Collected data entries:
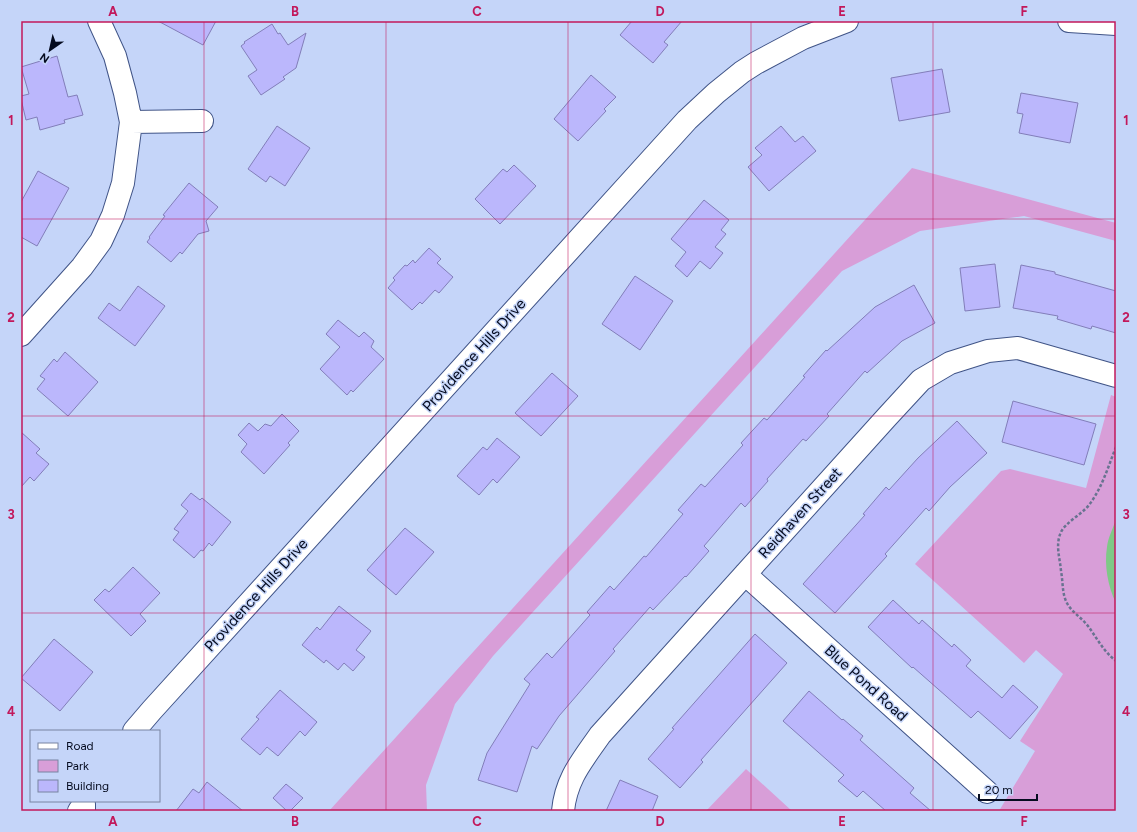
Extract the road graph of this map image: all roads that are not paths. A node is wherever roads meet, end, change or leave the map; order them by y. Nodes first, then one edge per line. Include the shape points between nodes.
1 (99, 21) edge
2 (847, 21) edge
3 (1069, 21) edge
4 (1116, 24) edge
5 (202, 121) dead end
6 (131, 122) junction
7 (21, 336) edge
8 (1116, 376) edge
9 (746, 574) junction
10 (135, 730) edge
11 (987, 792) dead end
12 (563, 811) edge

1 - 6 street via 115,56
2 - 10 street, Providence Hills Drive via 802,38 756,63 716,93 687,120
3 - 4 street
5 - 6 street
6 - 7 street via 123,183 101,241 82,267
8 - 9 street, Reidhaven Street via 1018,348 988,351 950,363 921,380
9 - 11 street, Blue Pond Road
9 - 12 street, Reidhaven Street via 600,735 575,771 564,797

TRY IT:
Skip the pictures and output all entries exactly.

EXERCISE ANSWER:
Extract the road graph of this map image: all roads that are not paths. A node is wherever roads meet, end, change or leave the map; order them by y. Nodes first, then one edge per line. Include the shape points between nodes.
1 (99, 21) edge
2 (847, 21) edge
3 (1069, 21) edge
4 (1116, 24) edge
5 (202, 121) dead end
6 (131, 122) junction
7 (21, 336) edge
8 (1116, 376) edge
9 (746, 574) junction
10 (135, 730) edge
11 (987, 792) dead end
12 (563, 811) edge

1 - 6 street via 115,56
2 - 10 street, Providence Hills Drive via 802,38 756,63 716,93 687,120
3 - 4 street
5 - 6 street
6 - 7 street via 123,183 101,241 82,267
8 - 9 street, Reidhaven Street via 1018,348 988,351 950,363 921,380
9 - 11 street, Blue Pond Road
9 - 12 street, Reidhaven Street via 600,735 575,771 564,797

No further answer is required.